++++ INFORMATION GIVEN ++++
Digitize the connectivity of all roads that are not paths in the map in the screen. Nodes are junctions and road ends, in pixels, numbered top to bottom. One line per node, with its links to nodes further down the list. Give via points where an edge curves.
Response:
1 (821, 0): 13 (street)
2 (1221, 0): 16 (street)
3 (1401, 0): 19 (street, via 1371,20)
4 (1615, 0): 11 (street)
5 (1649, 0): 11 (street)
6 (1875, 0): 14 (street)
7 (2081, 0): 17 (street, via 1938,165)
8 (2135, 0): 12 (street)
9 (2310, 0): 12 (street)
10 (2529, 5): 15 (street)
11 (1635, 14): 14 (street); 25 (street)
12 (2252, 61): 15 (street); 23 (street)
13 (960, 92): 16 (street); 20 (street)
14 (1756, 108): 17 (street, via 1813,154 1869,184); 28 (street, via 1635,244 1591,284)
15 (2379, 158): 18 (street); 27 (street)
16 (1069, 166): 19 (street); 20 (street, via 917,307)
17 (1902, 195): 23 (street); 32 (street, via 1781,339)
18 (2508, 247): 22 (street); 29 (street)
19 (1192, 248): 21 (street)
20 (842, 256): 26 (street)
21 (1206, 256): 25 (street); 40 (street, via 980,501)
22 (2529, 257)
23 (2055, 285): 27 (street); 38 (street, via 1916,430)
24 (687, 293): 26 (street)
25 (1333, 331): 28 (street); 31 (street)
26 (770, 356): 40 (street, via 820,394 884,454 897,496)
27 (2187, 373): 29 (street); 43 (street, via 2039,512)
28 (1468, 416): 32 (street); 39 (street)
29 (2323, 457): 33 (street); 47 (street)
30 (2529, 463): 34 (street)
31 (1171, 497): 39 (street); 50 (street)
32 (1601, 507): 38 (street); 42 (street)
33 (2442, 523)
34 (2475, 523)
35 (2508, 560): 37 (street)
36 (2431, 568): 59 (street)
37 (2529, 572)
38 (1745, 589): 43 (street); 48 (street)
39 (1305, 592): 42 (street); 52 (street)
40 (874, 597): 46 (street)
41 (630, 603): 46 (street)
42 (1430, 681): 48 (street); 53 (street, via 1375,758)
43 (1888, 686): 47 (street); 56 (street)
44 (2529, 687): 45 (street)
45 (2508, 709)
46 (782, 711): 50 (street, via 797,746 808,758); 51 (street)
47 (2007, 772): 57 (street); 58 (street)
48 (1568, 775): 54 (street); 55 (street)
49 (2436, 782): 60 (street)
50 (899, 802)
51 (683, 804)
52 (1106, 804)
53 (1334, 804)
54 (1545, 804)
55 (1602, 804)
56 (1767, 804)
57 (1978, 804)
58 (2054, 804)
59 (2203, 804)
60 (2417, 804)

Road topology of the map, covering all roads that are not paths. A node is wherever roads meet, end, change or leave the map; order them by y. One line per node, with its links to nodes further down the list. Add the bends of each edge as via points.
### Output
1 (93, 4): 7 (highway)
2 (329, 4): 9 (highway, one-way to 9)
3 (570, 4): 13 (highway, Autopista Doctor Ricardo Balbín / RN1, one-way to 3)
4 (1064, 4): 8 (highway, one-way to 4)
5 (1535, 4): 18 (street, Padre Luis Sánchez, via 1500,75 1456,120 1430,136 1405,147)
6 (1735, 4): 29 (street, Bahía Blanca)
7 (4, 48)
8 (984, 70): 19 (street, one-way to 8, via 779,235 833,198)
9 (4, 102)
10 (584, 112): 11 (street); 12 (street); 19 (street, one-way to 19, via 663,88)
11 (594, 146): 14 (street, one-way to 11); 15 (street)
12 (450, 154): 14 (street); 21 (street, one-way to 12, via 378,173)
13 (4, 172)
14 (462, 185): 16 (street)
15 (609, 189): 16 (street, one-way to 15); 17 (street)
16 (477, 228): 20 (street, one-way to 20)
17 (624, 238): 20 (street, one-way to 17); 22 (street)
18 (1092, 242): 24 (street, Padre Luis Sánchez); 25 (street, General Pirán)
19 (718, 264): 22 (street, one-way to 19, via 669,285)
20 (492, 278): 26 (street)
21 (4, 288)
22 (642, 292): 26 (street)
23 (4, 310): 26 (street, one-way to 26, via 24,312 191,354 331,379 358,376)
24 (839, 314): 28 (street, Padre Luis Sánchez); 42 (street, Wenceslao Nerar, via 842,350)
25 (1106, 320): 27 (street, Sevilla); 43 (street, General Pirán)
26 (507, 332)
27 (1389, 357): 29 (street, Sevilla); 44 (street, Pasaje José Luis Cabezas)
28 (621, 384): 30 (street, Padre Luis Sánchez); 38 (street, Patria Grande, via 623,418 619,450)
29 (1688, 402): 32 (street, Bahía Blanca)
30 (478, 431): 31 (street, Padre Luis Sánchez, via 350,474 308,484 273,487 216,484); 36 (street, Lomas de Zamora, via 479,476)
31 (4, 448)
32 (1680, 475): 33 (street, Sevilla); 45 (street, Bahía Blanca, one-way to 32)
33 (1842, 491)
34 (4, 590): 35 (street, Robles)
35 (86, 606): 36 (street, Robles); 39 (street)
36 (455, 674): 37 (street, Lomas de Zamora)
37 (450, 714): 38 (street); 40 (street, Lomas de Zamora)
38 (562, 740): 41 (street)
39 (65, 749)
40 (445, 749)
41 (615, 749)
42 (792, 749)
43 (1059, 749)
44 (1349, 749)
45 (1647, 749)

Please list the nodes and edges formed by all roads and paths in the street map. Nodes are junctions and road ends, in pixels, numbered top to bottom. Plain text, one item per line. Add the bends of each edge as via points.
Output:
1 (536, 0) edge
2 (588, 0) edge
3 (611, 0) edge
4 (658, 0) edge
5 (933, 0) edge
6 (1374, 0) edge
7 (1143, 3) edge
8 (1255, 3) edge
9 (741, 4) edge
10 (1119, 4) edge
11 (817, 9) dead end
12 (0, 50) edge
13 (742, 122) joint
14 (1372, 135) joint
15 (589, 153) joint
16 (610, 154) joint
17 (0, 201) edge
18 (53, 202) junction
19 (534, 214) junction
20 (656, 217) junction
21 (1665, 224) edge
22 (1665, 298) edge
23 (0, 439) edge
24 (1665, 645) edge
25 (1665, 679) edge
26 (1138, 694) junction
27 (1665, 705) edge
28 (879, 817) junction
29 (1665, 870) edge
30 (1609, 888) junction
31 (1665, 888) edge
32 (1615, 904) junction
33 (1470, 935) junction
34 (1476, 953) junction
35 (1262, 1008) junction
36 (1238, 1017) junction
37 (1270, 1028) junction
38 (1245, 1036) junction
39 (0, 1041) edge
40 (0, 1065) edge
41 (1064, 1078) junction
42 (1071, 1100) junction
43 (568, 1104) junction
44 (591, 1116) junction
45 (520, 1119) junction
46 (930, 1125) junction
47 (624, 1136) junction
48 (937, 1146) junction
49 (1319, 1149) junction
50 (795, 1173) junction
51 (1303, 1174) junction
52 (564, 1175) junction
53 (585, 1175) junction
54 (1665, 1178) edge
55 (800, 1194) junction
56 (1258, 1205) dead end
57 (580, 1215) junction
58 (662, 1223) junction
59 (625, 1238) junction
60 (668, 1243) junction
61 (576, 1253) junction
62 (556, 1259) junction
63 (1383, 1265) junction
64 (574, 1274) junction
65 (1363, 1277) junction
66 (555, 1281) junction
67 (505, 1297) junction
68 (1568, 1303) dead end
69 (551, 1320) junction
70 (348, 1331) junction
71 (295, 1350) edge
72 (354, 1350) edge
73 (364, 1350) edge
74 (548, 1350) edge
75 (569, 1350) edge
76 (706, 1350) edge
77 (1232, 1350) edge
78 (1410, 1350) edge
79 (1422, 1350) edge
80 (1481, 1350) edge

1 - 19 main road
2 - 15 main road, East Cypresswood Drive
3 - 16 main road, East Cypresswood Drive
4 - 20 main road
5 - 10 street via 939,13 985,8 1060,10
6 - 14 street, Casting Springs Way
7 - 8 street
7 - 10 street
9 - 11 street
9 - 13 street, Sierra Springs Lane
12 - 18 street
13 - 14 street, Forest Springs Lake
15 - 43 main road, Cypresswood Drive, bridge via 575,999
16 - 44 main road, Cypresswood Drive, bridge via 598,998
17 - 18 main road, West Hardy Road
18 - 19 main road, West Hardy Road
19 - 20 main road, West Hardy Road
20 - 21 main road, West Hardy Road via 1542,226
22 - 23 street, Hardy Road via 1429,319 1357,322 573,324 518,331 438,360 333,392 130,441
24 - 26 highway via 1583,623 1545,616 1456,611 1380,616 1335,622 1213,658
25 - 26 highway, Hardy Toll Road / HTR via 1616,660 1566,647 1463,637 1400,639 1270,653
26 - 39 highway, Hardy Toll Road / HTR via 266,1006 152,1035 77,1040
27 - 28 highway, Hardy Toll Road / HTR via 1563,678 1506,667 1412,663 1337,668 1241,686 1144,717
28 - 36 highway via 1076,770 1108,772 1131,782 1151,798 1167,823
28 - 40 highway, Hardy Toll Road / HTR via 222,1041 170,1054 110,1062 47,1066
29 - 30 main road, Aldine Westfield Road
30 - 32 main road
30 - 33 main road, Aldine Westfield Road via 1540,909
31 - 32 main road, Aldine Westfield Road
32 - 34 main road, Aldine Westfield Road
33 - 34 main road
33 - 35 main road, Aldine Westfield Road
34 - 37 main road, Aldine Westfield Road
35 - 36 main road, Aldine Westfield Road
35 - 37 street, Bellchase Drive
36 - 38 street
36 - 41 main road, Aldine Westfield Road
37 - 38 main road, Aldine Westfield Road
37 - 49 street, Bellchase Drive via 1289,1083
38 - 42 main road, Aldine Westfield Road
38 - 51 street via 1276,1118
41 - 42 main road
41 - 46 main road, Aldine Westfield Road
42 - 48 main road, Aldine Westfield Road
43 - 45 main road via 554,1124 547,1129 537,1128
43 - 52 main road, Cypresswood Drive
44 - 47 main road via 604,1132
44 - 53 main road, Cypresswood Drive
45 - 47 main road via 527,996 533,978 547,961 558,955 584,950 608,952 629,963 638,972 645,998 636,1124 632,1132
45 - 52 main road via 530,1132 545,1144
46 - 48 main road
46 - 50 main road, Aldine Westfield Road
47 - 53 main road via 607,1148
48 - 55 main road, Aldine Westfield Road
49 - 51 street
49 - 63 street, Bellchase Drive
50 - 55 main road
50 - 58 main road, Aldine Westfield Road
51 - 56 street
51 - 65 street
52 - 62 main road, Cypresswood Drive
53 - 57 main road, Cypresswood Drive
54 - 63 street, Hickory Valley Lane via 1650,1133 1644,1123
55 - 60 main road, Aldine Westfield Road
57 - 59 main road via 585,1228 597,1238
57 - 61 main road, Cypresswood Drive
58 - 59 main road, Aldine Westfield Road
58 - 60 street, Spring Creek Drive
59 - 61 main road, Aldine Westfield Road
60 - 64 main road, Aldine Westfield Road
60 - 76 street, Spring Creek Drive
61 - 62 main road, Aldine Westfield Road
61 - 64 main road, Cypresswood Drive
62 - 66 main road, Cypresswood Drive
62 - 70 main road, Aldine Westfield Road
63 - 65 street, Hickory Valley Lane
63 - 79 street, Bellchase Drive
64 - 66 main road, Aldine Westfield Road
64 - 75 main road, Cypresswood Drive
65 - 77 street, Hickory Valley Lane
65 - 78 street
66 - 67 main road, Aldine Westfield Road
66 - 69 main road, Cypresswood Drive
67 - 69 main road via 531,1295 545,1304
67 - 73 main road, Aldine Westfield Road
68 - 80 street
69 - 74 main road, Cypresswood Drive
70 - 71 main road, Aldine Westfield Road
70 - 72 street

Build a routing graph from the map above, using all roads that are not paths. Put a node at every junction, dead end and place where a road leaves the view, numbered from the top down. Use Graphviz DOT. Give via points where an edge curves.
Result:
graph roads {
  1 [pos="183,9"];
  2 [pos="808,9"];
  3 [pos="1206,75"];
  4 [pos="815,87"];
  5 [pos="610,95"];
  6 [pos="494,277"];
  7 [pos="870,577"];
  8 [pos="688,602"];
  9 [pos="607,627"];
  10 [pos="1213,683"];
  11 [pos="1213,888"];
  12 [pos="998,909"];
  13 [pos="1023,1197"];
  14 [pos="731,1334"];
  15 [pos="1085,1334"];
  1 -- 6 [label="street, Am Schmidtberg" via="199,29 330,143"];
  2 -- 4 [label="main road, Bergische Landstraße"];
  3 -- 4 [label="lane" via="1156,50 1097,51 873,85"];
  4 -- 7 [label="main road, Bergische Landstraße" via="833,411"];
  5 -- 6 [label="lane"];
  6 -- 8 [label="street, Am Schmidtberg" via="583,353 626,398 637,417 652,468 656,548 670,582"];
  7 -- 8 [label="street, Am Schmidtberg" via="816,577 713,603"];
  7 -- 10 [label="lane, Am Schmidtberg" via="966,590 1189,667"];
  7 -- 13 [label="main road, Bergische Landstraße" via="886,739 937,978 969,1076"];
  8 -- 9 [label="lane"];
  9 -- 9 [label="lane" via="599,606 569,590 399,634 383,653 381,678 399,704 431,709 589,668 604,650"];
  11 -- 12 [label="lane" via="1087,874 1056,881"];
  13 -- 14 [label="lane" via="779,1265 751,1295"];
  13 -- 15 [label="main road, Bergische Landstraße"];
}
++++
◆ **WHAT YOU SHOULD DO**:
From the listing above, copy every line where the string "pixels" is found.

◆ **SOLUTION FOR THIS PROBLEM**:
Digitize the connectivity of all roads that are not paths in the map in the screen. Nodes are junctions and road ends, in pixels, numbered top to bottom. One line per node, with its links to nodes further down the list. Give via points where an edge curves.
Please list the nodes and edges formed by all roads and paths in the street map. Nodes are junctions and road ends, in pixels, numbered top to bottom. Plain text, one item per line. Add the bends of each edge as via points.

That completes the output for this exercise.